# Mollies chase eachother?



## OblivionGmaer (Aug 21, 2011)

About a week ago, maybe a couple days more, I bought a cory catfish, a black female and a white male molly for my ten gallon tank. Before that I just had a betta, but sadly he died recently. So now I just have a catfish and 2 mollies. Normally, the catfish just chills at the bottom or in his cave, and the mollies just swim around peacefully. But about 2 hours ago the black female started chasing the white male relentlessly. I'm new to having fish and stuff so I'm not sure if its a territorial thing or a mating sort of thing. I think its somewhat odd that the female would be chasing the male though.
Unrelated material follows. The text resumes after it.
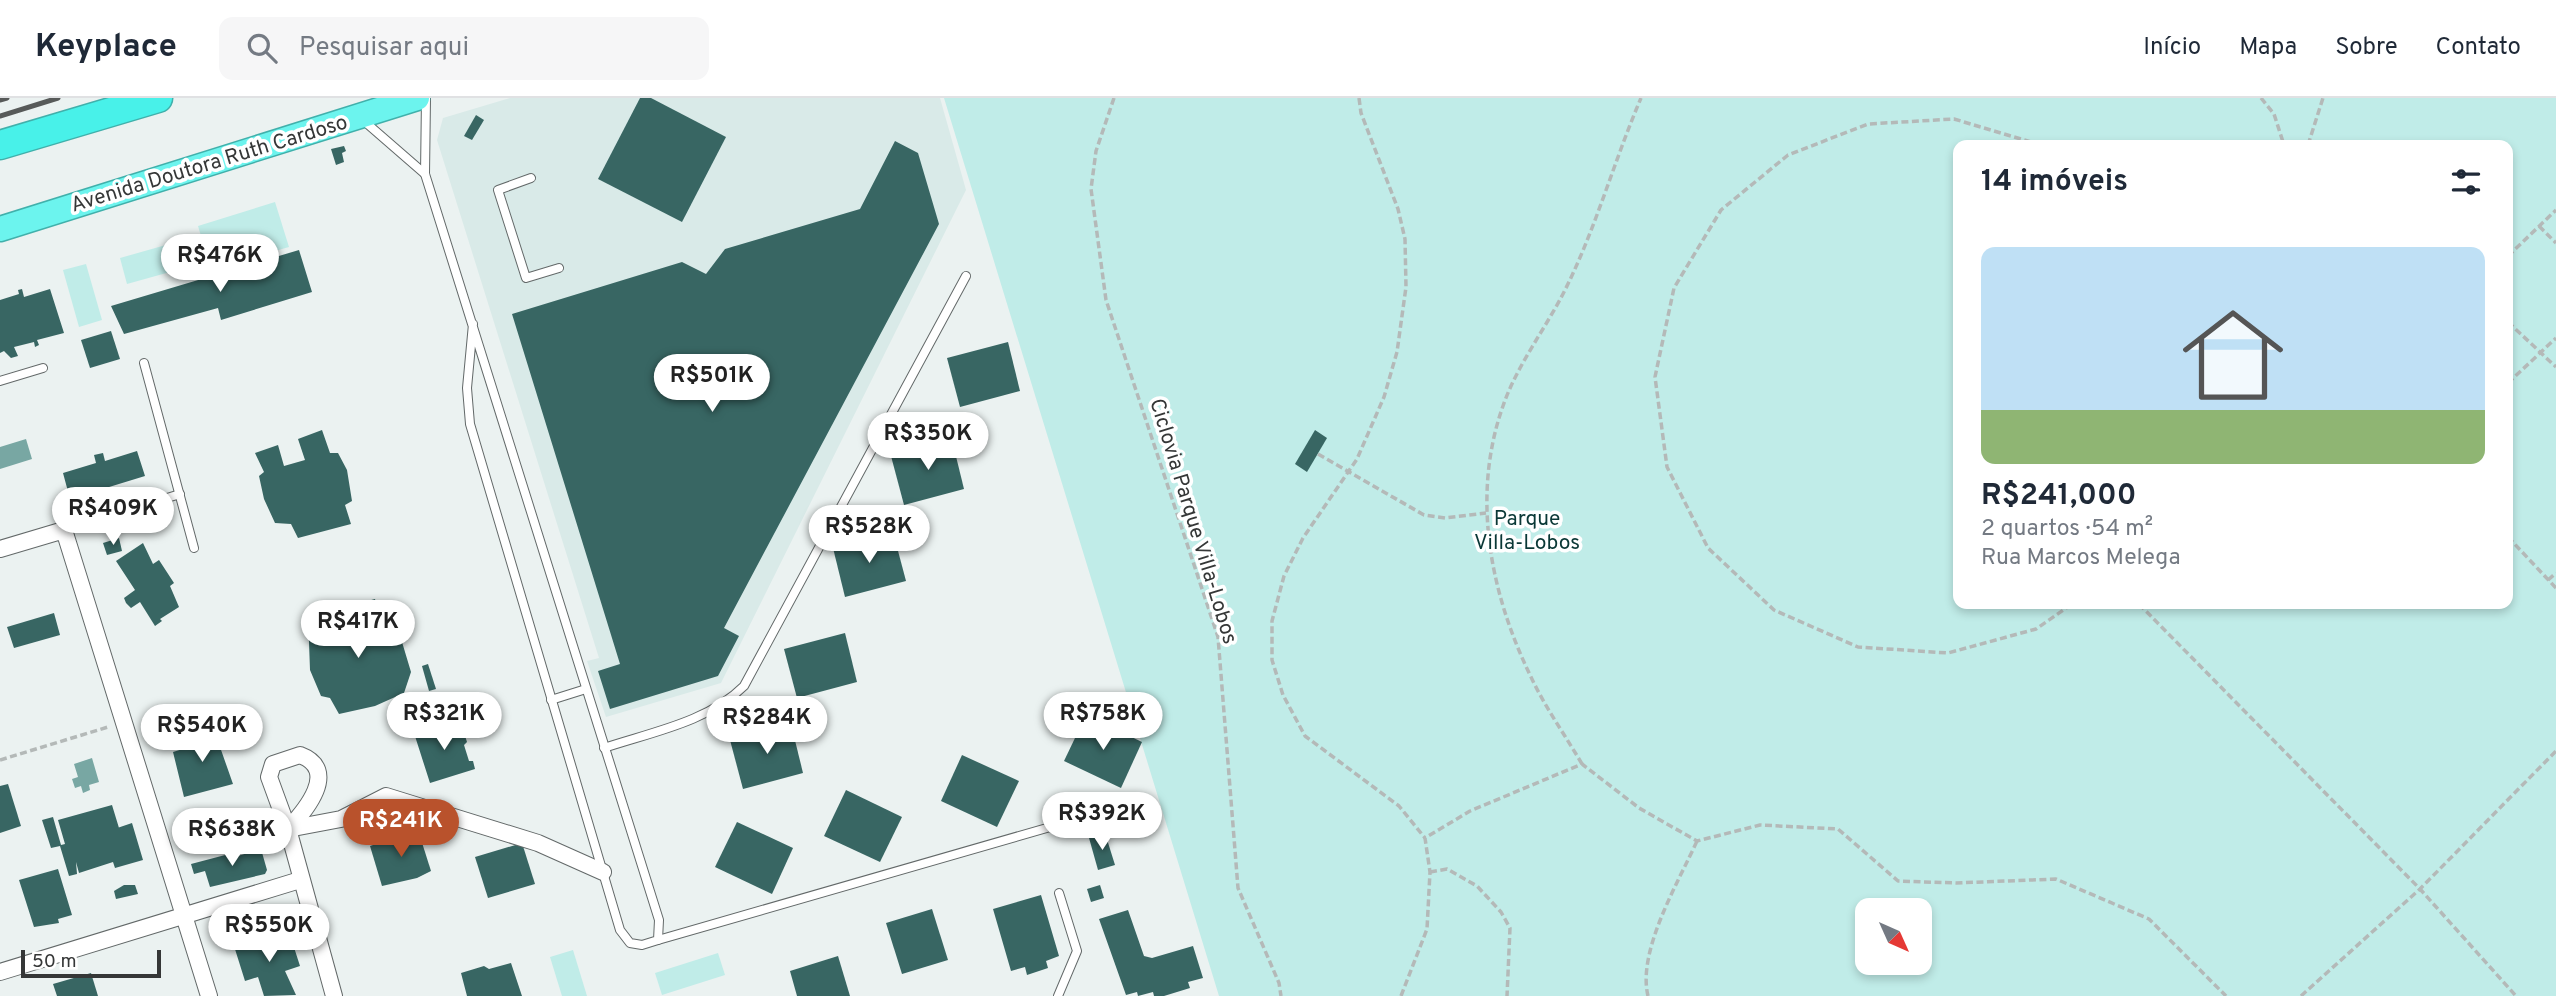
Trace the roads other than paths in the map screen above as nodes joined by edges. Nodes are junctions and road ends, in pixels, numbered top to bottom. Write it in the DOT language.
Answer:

Any advice?


----------



## Gizmo (Dec 6, 2010)

Fish do some crazy things sometimes. The real time to worry is if the one being chased starts getting his/her fins shredded and/or shows signs of stress. In that case, simple isolation of the aggressor should suffice, maybe with a dose of aquarium salt and API Stress Coat + to help rejuvenate the victim.


----------



## susankat (Nov 15, 2008)

I think in this case she may be wanting to breed. Your tank isn't big enough for babies


----------



## PapaM (Jul 10, 2011)

If the female is larger than the male, she'll bully him. I pull mine out and put them in a tank by themselves for a while. After a few times of doing that, they'll usually settle down.


----------